Action item:
All lines in the material below that contain "roads" should be located and copied.
(Input begins)
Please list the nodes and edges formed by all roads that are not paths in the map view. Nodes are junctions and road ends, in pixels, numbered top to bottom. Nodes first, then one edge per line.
(Input ends)
(Input begins)
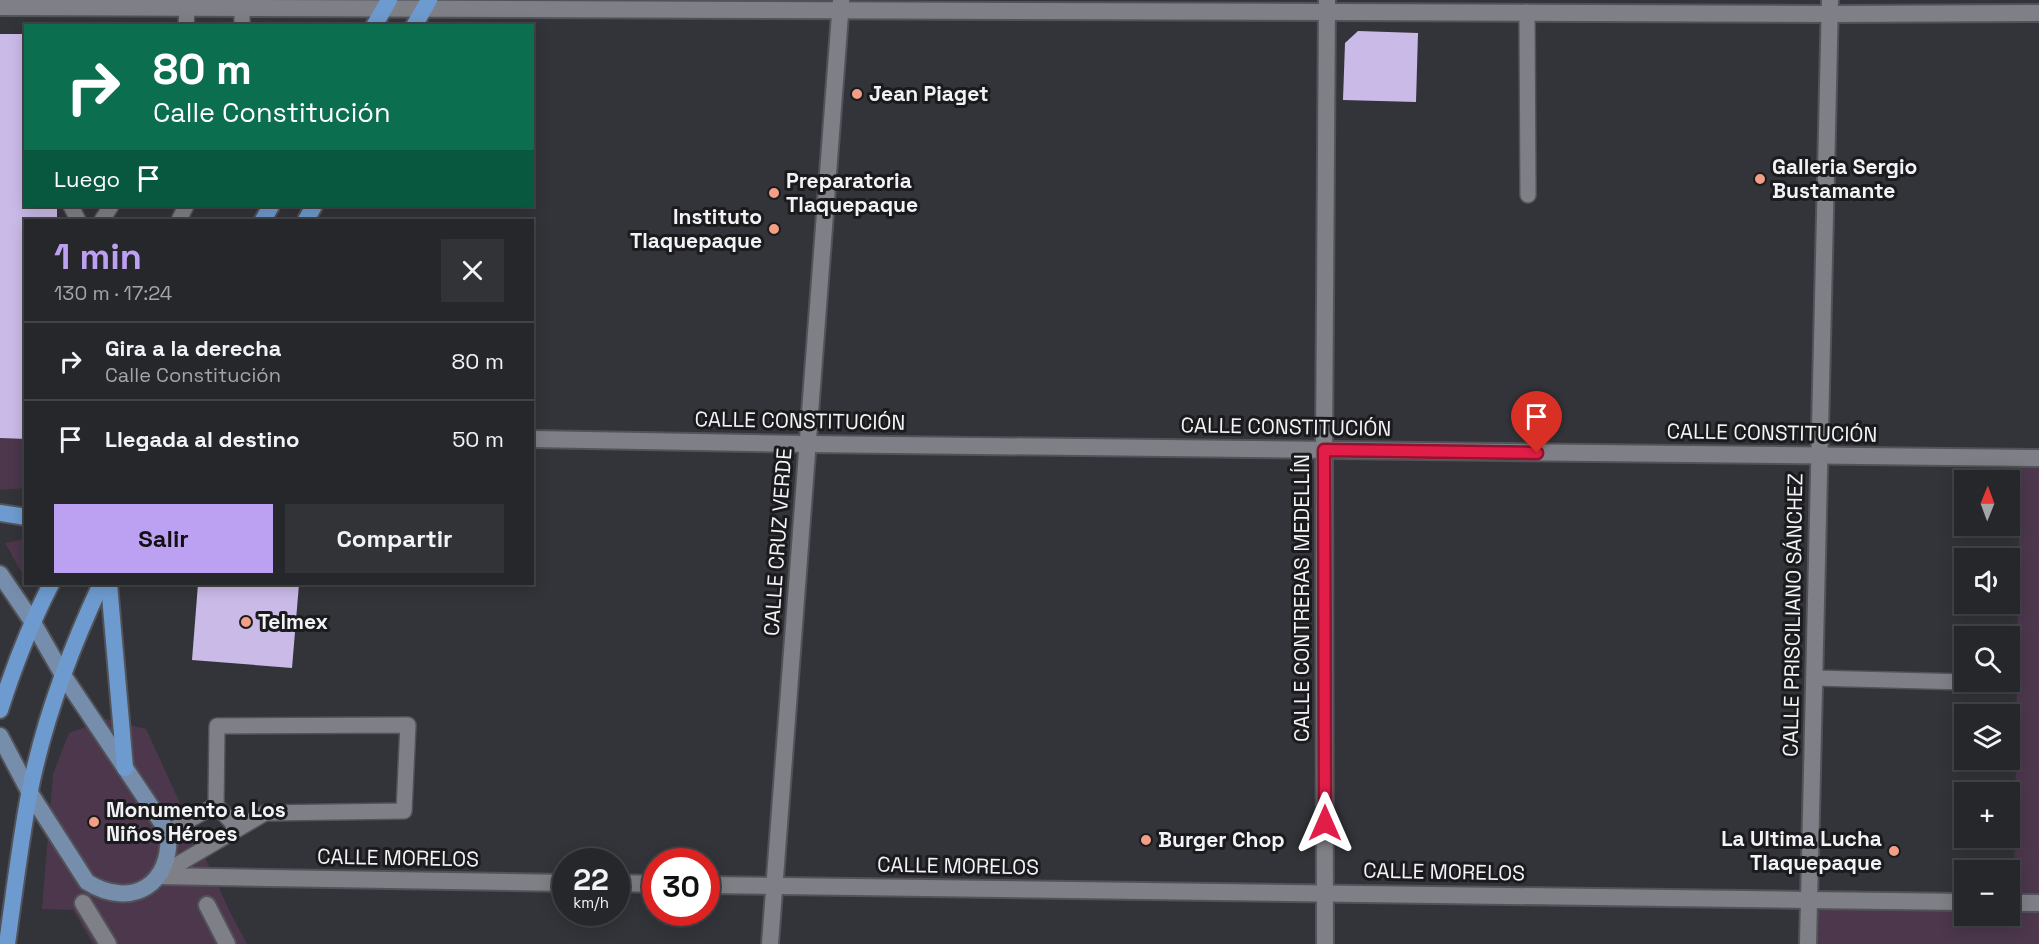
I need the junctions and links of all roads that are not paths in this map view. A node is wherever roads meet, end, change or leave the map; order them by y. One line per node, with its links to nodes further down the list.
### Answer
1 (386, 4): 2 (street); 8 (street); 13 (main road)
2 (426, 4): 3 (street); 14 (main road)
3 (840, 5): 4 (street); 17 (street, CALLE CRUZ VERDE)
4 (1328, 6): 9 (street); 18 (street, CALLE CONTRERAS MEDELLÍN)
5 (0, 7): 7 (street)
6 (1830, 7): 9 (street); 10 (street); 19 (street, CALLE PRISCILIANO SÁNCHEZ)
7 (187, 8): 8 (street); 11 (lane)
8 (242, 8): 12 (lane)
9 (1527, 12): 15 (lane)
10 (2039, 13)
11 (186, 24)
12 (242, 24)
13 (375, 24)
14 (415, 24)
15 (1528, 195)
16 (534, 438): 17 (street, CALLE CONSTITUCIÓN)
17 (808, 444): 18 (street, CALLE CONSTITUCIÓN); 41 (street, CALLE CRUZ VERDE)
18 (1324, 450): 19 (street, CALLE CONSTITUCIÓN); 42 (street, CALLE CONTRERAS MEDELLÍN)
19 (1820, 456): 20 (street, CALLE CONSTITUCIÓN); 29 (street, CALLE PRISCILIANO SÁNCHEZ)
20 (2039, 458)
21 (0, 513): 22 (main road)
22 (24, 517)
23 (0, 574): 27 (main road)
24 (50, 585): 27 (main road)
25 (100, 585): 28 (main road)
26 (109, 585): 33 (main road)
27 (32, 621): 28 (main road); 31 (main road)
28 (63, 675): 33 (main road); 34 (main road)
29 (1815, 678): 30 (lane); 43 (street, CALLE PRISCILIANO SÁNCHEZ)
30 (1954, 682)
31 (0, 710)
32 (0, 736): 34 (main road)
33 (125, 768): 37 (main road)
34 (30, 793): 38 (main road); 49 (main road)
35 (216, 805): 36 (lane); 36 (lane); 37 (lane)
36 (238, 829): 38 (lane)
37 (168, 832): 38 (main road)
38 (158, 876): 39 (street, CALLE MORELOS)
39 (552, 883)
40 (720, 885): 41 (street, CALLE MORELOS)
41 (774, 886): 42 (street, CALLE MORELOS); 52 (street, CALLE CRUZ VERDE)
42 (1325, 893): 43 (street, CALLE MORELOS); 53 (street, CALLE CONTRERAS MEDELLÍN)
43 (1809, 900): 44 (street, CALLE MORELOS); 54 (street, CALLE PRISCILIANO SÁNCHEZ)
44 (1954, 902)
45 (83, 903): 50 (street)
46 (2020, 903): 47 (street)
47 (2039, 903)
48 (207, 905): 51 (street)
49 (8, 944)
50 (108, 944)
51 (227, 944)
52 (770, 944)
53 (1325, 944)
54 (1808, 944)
(Input ends)
Task output:
Please list the nodes and edges formed by all roads that are not paths in the map view. Nodes are junctions and road ends, in pixels, numbered top to bottom. Nodes first, then one edge per line.
I need the junctions and links of all roads that are not paths in this map view. A node is wherever roads meet, end, change or leave the map; order them by y. One line per node, with its links to nodes further down the list.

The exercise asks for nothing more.